Task goal =>
The records under this task must be duplicated exactly.

◆ ◆ ◆

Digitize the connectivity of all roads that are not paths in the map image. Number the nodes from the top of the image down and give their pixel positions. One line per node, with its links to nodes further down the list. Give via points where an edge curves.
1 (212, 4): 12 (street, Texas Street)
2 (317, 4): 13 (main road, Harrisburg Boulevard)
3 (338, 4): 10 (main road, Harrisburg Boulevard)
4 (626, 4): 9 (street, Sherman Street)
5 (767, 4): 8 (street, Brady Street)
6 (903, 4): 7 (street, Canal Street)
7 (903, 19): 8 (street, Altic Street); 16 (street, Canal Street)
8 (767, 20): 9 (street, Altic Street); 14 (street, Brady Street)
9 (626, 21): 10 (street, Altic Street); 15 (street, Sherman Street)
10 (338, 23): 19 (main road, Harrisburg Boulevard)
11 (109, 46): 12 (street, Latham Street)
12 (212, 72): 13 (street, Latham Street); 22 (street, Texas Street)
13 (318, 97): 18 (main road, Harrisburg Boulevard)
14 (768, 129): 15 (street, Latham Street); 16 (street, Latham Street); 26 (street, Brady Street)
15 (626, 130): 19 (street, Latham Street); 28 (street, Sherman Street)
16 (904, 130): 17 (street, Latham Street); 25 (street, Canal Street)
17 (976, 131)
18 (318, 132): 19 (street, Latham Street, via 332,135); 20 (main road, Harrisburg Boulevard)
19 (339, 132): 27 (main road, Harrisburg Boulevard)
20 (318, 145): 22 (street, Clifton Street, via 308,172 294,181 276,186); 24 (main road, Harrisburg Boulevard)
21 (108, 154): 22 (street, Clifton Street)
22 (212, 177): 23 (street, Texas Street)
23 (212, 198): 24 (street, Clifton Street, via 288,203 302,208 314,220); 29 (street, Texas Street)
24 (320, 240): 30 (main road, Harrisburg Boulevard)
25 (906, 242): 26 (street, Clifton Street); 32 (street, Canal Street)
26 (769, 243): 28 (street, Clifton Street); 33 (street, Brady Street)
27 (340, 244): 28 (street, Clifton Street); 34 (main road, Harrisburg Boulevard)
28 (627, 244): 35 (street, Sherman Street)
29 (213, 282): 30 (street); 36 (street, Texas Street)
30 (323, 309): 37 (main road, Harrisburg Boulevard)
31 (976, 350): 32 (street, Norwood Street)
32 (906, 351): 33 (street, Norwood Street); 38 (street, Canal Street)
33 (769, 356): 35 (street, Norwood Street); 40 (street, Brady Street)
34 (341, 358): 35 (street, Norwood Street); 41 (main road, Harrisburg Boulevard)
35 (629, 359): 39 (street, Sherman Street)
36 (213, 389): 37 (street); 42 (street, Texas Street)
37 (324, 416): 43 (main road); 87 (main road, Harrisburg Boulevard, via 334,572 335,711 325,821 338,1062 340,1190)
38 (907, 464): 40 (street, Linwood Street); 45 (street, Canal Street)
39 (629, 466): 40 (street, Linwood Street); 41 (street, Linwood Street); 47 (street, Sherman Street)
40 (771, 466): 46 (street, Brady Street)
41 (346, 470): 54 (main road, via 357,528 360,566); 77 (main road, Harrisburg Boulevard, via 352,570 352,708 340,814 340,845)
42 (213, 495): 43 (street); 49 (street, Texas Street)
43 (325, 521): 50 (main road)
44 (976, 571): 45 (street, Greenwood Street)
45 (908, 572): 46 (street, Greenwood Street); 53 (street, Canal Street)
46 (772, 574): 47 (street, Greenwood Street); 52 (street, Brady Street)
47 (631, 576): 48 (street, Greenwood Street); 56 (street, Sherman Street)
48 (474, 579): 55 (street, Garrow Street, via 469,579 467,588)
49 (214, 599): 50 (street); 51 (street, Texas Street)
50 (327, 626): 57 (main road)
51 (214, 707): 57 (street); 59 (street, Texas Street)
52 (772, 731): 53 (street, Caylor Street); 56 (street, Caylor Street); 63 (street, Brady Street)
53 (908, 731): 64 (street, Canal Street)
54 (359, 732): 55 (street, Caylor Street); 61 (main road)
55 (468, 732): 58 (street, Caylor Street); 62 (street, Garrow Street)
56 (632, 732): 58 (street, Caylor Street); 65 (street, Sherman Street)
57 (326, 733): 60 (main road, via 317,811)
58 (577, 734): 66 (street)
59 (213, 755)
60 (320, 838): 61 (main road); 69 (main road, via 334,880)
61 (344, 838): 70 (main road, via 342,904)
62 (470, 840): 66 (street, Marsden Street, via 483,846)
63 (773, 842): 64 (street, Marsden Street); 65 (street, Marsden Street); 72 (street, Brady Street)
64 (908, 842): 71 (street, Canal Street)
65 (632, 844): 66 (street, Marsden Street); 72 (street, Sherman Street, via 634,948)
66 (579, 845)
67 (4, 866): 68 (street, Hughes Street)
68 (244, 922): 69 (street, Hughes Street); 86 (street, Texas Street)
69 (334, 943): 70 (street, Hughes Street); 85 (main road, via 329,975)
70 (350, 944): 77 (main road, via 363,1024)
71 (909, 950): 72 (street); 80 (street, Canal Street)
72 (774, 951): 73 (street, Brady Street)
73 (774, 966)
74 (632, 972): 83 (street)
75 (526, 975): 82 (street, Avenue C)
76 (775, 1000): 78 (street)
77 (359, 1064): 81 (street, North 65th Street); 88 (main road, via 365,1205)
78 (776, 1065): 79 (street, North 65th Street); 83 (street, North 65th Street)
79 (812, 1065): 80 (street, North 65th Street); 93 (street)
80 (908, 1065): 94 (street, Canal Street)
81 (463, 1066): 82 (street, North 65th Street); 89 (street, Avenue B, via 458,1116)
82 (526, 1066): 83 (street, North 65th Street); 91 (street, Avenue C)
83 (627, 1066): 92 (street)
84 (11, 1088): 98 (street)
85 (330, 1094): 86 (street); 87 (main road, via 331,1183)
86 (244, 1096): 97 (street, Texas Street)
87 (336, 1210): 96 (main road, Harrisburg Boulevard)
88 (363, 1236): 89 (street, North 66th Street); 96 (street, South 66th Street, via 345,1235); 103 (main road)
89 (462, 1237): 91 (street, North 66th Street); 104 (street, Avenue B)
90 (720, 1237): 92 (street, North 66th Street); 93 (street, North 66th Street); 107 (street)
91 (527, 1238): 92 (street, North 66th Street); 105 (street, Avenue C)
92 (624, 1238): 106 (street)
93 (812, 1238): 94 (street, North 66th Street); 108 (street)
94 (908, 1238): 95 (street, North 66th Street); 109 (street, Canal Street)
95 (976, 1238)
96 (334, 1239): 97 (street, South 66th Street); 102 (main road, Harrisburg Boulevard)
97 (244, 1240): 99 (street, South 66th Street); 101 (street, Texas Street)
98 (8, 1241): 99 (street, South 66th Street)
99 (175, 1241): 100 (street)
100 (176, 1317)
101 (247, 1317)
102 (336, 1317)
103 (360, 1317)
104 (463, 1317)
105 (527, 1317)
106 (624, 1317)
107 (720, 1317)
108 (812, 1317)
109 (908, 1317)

◆ ◆ ◆

Solution for this exercise =>
Digitize the connectivity of all roads that are not paths in the map image. Number the nodes from the top of the image down and give their pixel positions. One line per node, with its links to nodes further down the list. Give via points where an edge curves.
1 (212, 4): 12 (street, Texas Street)
2 (317, 4): 13 (main road, Harrisburg Boulevard)
3 (338, 4): 10 (main road, Harrisburg Boulevard)
4 (626, 4): 9 (street, Sherman Street)
5 (767, 4): 8 (street, Brady Street)
6 (903, 4): 7 (street, Canal Street)
7 (903, 19): 8 (street, Altic Street); 16 (street, Canal Street)
8 (767, 20): 9 (street, Altic Street); 14 (street, Brady Street)
9 (626, 21): 10 (street, Altic Street); 15 (street, Sherman Street)
10 (338, 23): 19 (main road, Harrisburg Boulevard)
11 (109, 46): 12 (street, Latham Street)
12 (212, 72): 13 (street, Latham Street); 22 (street, Texas Street)
13 (318, 97): 18 (main road, Harrisburg Boulevard)
14 (768, 129): 15 (street, Latham Street); 16 (street, Latham Street); 26 (street, Brady Street)
15 (626, 130): 19 (street, Latham Street); 28 (street, Sherman Street)
16 (904, 130): 17 (street, Latham Street); 25 (street, Canal Street)
17 (976, 131)
18 (318, 132): 19 (street, Latham Street, via 332,135); 20 (main road, Harrisburg Boulevard)
19 (339, 132): 27 (main road, Harrisburg Boulevard)
20 (318, 145): 22 (street, Clifton Street, via 308,172 294,181 276,186); 24 (main road, Harrisburg Boulevard)
21 (108, 154): 22 (street, Clifton Street)
22 (212, 177): 23 (street, Texas Street)
23 (212, 198): 24 (street, Clifton Street, via 288,203 302,208 314,220); 29 (street, Texas Street)
24 (320, 240): 30 (main road, Harrisburg Boulevard)
25 (906, 242): 26 (street, Clifton Street); 32 (street, Canal Street)
26 (769, 243): 28 (street, Clifton Street); 33 (street, Brady Street)
27 (340, 244): 28 (street, Clifton Street); 34 (main road, Harrisburg Boulevard)
28 (627, 244): 35 (street, Sherman Street)
29 (213, 282): 30 (street); 36 (street, Texas Street)
30 (323, 309): 37 (main road, Harrisburg Boulevard)
31 (976, 350): 32 (street, Norwood Street)
32 (906, 351): 33 (street, Norwood Street); 38 (street, Canal Street)
33 (769, 356): 35 (street, Norwood Street); 40 (street, Brady Street)
34 (341, 358): 35 (street, Norwood Street); 41 (main road, Harrisburg Boulevard)
35 (629, 359): 39 (street, Sherman Street)
36 (213, 389): 37 (street); 42 (street, Texas Street)
37 (324, 416): 43 (main road); 87 (main road, Harrisburg Boulevard, via 334,572 335,711 325,821 338,1062 340,1190)
38 (907, 464): 40 (street, Linwood Street); 45 (street, Canal Street)
39 (629, 466): 40 (street, Linwood Street); 41 (street, Linwood Street); 47 (street, Sherman Street)
40 (771, 466): 46 (street, Brady Street)
41 (346, 470): 54 (main road, via 357,528 360,566); 77 (main road, Harrisburg Boulevard, via 352,570 352,708 340,814 340,845)
42 (213, 495): 43 (street); 49 (street, Texas Street)
43 (325, 521): 50 (main road)
44 (976, 571): 45 (street, Greenwood Street)
45 (908, 572): 46 (street, Greenwood Street); 53 (street, Canal Street)
46 (772, 574): 47 (street, Greenwood Street); 52 (street, Brady Street)
47 (631, 576): 48 (street, Greenwood Street); 56 (street, Sherman Street)
48 (474, 579): 55 (street, Garrow Street, via 469,579 467,588)
49 (214, 599): 50 (street); 51 (street, Texas Street)
50 (327, 626): 57 (main road)
51 (214, 707): 57 (street); 59 (street, Texas Street)
52 (772, 731): 53 (street, Caylor Street); 56 (street, Caylor Street); 63 (street, Brady Street)
53 (908, 731): 64 (street, Canal Street)
54 (359, 732): 55 (street, Caylor Street); 61 (main road)
55 (468, 732): 58 (street, Caylor Street); 62 (street, Garrow Street)
56 (632, 732): 58 (street, Caylor Street); 65 (street, Sherman Street)
57 (326, 733): 60 (main road, via 317,811)
58 (577, 734): 66 (street)
59 (213, 755)
60 (320, 838): 61 (main road); 69 (main road, via 334,880)
61 (344, 838): 70 (main road, via 342,904)
62 (470, 840): 66 (street, Marsden Street, via 483,846)
63 (773, 842): 64 (street, Marsden Street); 65 (street, Marsden Street); 72 (street, Brady Street)
64 (908, 842): 71 (street, Canal Street)
65 (632, 844): 66 (street, Marsden Street); 72 (street, Sherman Street, via 634,948)
66 (579, 845)
67 (4, 866): 68 (street, Hughes Street)
68 (244, 922): 69 (street, Hughes Street); 86 (street, Texas Street)
69 (334, 943): 70 (street, Hughes Street); 85 (main road, via 329,975)
70 (350, 944): 77 (main road, via 363,1024)
71 (909, 950): 72 (street); 80 (street, Canal Street)
72 (774, 951): 73 (street, Brady Street)
73 (774, 966)
74 (632, 972): 83 (street)
75 (526, 975): 82 (street, Avenue C)
76 (775, 1000): 78 (street)
77 (359, 1064): 81 (street, North 65th Street); 88 (main road, via 365,1205)
78 (776, 1065): 79 (street, North 65th Street); 83 (street, North 65th Street)
79 (812, 1065): 80 (street, North 65th Street); 93 (street)
80 (908, 1065): 94 (street, Canal Street)
81 (463, 1066): 82 (street, North 65th Street); 89 (street, Avenue B, via 458,1116)
82 (526, 1066): 83 (street, North 65th Street); 91 (street, Avenue C)
83 (627, 1066): 92 (street)
84 (11, 1088): 98 (street)
85 (330, 1094): 86 (street); 87 (main road, via 331,1183)
86 (244, 1096): 97 (street, Texas Street)
87 (336, 1210): 96 (main road, Harrisburg Boulevard)
88 (363, 1236): 89 (street, North 66th Street); 96 (street, South 66th Street, via 345,1235); 103 (main road)
89 (462, 1237): 91 (street, North 66th Street); 104 (street, Avenue B)
90 (720, 1237): 92 (street, North 66th Street); 93 (street, North 66th Street); 107 (street)
91 (527, 1238): 92 (street, North 66th Street); 105 (street, Avenue C)
92 (624, 1238): 106 (street)
93 (812, 1238): 94 (street, North 66th Street); 108 (street)
94 (908, 1238): 95 (street, North 66th Street); 109 (street, Canal Street)
95 (976, 1238)
96 (334, 1239): 97 (street, South 66th Street); 102 (main road, Harrisburg Boulevard)
97 (244, 1240): 99 (street, South 66th Street); 101 (street, Texas Street)
98 (8, 1241): 99 (street, South 66th Street)
99 (175, 1241): 100 (street)
100 (176, 1317)
101 (247, 1317)
102 (336, 1317)
103 (360, 1317)
104 (463, 1317)
105 (527, 1317)
106 (624, 1317)
107 (720, 1317)
108 (812, 1317)
109 (908, 1317)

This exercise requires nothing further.